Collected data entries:

++++++++++++++++++++

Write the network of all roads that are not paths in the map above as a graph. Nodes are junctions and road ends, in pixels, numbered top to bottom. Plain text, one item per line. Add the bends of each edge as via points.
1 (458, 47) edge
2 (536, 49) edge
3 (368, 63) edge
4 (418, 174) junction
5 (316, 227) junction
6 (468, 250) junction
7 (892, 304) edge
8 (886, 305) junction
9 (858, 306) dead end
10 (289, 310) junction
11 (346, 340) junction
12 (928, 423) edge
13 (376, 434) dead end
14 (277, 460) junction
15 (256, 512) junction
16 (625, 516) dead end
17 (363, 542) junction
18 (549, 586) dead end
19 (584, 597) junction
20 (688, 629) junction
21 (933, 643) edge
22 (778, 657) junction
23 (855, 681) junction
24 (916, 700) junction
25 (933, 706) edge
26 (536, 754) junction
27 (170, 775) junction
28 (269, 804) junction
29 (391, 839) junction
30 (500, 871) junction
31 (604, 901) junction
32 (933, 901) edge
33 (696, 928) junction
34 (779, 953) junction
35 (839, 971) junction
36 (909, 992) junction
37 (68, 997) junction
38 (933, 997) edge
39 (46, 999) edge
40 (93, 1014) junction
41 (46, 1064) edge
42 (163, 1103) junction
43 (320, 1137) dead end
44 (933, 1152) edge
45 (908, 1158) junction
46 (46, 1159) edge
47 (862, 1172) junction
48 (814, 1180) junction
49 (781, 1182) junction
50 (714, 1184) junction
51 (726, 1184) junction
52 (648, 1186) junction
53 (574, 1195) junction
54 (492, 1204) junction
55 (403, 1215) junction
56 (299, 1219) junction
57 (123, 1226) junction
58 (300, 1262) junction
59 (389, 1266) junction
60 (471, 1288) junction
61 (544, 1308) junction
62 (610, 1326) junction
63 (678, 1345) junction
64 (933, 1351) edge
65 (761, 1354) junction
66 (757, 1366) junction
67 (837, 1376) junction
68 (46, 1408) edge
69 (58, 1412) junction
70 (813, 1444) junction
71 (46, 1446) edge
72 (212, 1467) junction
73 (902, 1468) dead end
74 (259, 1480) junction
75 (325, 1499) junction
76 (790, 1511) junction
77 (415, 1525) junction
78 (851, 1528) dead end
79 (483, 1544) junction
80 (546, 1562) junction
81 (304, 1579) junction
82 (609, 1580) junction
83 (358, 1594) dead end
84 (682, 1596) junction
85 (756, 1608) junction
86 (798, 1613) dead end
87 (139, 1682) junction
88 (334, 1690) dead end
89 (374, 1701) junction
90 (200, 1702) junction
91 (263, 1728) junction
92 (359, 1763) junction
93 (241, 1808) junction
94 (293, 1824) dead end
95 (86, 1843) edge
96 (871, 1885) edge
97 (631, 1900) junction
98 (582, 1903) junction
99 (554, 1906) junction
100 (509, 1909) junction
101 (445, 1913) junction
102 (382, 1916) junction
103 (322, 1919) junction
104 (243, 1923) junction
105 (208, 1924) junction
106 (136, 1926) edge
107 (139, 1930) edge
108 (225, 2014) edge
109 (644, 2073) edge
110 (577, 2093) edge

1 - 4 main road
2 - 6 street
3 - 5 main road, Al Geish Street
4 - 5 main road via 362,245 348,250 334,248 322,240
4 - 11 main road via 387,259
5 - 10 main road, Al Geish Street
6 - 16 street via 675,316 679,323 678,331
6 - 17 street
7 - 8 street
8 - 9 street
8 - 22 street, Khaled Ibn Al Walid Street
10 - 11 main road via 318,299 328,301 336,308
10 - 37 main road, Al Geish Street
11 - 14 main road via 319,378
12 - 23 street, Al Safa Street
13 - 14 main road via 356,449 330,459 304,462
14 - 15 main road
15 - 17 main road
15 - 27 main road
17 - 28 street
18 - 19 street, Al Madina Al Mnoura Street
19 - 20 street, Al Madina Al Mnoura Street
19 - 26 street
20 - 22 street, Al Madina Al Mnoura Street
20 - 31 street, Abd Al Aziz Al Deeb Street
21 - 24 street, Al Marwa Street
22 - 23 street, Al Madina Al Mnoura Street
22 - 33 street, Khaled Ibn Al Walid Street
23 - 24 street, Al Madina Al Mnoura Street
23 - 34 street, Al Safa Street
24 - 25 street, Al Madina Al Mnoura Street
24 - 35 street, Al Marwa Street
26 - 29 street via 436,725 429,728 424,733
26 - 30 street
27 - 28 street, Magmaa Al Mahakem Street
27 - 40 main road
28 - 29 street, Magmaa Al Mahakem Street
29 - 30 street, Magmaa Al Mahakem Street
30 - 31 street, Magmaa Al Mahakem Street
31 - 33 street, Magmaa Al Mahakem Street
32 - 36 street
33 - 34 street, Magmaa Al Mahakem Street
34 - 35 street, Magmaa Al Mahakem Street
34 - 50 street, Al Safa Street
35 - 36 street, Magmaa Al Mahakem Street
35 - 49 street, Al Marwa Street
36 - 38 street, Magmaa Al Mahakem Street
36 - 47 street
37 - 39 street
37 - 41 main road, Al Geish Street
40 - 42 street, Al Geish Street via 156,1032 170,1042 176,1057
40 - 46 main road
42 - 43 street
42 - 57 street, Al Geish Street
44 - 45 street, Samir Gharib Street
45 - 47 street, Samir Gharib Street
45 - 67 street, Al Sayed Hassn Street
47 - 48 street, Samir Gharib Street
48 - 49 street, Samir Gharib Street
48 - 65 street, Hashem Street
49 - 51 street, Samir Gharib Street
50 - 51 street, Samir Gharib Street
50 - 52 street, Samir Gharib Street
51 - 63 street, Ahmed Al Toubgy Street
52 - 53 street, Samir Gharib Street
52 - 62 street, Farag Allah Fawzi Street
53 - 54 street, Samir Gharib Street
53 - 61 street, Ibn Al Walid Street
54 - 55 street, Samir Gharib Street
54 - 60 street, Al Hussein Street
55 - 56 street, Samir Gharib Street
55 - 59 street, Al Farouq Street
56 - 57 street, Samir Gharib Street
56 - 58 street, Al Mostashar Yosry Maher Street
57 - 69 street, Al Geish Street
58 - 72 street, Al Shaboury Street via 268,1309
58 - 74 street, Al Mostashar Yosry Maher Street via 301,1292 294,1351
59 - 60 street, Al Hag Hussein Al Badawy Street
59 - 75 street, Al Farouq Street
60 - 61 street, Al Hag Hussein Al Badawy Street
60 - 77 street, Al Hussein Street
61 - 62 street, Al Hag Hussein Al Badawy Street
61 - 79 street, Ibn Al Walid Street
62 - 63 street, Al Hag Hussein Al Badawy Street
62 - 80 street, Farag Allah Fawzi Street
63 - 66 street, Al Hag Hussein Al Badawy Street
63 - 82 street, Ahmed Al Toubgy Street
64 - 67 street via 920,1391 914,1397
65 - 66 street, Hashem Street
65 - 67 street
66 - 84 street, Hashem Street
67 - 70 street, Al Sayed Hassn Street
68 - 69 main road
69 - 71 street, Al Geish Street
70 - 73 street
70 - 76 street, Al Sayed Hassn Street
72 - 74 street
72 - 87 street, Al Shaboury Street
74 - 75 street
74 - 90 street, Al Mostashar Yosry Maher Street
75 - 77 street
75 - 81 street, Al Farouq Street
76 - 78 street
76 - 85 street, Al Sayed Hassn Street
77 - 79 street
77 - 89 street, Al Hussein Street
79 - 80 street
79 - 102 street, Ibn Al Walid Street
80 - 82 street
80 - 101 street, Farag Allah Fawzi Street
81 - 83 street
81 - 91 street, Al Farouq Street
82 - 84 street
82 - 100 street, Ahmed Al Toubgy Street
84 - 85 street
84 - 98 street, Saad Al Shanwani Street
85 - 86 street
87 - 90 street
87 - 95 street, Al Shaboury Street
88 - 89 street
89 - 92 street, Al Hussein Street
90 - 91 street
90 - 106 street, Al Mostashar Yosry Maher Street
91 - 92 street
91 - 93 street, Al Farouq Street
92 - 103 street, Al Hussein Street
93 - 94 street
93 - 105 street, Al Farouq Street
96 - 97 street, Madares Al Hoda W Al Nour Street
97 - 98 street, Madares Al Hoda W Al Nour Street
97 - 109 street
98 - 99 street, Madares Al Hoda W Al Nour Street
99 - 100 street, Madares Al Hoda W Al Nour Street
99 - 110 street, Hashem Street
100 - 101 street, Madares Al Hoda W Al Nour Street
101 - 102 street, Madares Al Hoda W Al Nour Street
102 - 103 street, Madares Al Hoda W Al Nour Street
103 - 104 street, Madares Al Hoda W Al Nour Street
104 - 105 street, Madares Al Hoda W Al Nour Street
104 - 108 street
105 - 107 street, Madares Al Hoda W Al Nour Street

++++++++++++++++++++

- Assignment -
Every line holding the word "Madina" should be copied out of the records above.

- The answer -
18 - 19 street, Al Madina Al Mnoura Street
19 - 20 street, Al Madina Al Mnoura Street
20 - 22 street, Al Madina Al Mnoura Street
22 - 23 street, Al Madina Al Mnoura Street
23 - 24 street, Al Madina Al Mnoura Street
24 - 25 street, Al Madina Al Mnoura Street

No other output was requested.